Hello and welcome to bnch_swt or "Benchmark Suite". This is a collection of classes/functions for the purpose of benchmarking CPU and GPU performance.
The following operating systems and compilers are officially supported:
This guide will walk you through setting up and running benchmarks using rtc-benchmarksuite.
- Installation
- Basic Example
- Creating Benchmarks
- CPU vs GPU Benchmarking
- Running Benchmarks
- Output and Results
- Features
- API Conventions
- Migrating from Pre-1.0.0
Step 1: Add to vcpkg.json
Create or update your vcpkg.json in your project root:
{
"name": "your-project-name",
"version": "1.0.0",
"dependencies": [
"rtc-benchmarksuite"
]
}Step 2: Configure CMake
In your CMakeLists.txt:
cmake_minimum_required(VERSION 3.20)
project(YourProject LANGUAGES CXX CUDA) # Add CUDA if using GPU benchmarks
# Set C++ standard
set(CMAKE_CXX_STANDARD 23)
set(CMAKE_CXX_STANDARD_REQUIRED ON)
# For CUDA support (optional)
set(CMAKE_CUDA_STANDARD 20)
set(CMAKE_CUDA_STANDARD_REQUIRED ON)
# Find the package
find_package(rtc-benchmarksuite CONFIG REQUIRED)
# Create your executable
add_executable(your_benchmark main.cpp)
# Link against rtc-benchmarksuite (header-only, just sets up includes)
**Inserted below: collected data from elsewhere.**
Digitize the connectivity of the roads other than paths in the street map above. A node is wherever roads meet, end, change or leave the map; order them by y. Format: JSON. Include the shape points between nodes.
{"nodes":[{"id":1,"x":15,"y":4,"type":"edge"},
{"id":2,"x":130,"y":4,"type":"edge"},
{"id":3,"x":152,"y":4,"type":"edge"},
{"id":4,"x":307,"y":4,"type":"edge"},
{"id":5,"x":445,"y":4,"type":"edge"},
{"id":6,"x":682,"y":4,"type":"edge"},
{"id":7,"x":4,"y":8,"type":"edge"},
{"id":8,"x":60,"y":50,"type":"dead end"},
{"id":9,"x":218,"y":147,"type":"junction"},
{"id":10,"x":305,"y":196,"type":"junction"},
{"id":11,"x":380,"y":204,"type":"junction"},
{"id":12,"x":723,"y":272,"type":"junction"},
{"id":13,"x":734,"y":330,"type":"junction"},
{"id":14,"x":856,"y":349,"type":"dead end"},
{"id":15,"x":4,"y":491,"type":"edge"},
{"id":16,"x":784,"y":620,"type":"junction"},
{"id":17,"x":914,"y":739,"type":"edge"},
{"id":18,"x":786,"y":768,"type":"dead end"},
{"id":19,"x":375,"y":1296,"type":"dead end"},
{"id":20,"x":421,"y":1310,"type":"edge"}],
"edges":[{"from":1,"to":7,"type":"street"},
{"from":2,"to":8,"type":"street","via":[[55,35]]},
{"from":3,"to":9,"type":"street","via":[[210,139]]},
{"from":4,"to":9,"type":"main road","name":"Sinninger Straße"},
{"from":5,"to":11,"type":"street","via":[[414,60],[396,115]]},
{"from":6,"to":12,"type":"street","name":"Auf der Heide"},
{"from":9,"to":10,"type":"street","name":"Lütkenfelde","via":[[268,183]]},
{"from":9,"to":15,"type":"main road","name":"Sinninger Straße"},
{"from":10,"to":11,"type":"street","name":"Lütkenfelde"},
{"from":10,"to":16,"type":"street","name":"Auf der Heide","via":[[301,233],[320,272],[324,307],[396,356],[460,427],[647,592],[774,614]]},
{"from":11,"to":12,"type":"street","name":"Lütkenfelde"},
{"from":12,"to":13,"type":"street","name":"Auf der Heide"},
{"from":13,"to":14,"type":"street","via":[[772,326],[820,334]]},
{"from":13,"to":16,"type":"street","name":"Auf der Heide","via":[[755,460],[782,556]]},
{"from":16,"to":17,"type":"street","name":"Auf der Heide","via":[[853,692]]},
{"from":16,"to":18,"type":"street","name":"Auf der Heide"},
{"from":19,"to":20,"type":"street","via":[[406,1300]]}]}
target_link_libraries(your_benchmark PRIVATE rtc-benchmarksuite::rtc-benchmarksuite)
# If using CUDA
set_target_properties(your_benchmark PROPERTIES CUDA_SEPARABLE_COMPILATION ON)Step 3: Configure with vcpkg toolchain
# Configure
cmake -B build -S . -DCMAKE_TOOLCHAIN_FILE=[path-to-vcpkg]/scripts/buildsystems/vcpkg.cmake
# Build
cmake --build build --config ReleaseStep 4: Include in your code
#include <bnch_swt/index.hpp>
int main() {
// Your benchmarks here
return 0;
}If not using vcpkg, you can include rtc-benchmarksuite as a header-only library:
Step 1: Clone the repository
git clone https://github.com/RealTimeChris/benchmarksuite.gitStep 2: Add to CMake
# Add as subdirectory
add_subdirectory(path/to/benchmarksuite)
# Or set include directory
target_include_directories(your_target PRIVATE path/to/benchmarksuite/include)Step 3: Include headers
#include <bnch_swt/index.hpp>To use rtc-benchmarksuite, ensure you have a C++23 (or later) compliant compiler.
For CPU Benchmarking:
- MSVC 2022 or later
- GCC 13 or later
- Clang 16 or later
For GPU/CUDA Benchmarking:
- NVIDIA CUDA Toolkit 11.0 or later
- NVCC compiler
- CUDA-capable GPU
Windows:
- Use Visual Studio 2022 or later
- For CUDA: Install CUDA Toolkit from NVIDIA
Linux:
- Install build essentials:
sudo apt-get install build-essential - For CUDA: Install CUDA Toolkit via package manager or NVIDIA installer
macOS:
- Install Xcode Command Line Tools
- CUDA support not available on Apple Silicon (M1/M2/M3)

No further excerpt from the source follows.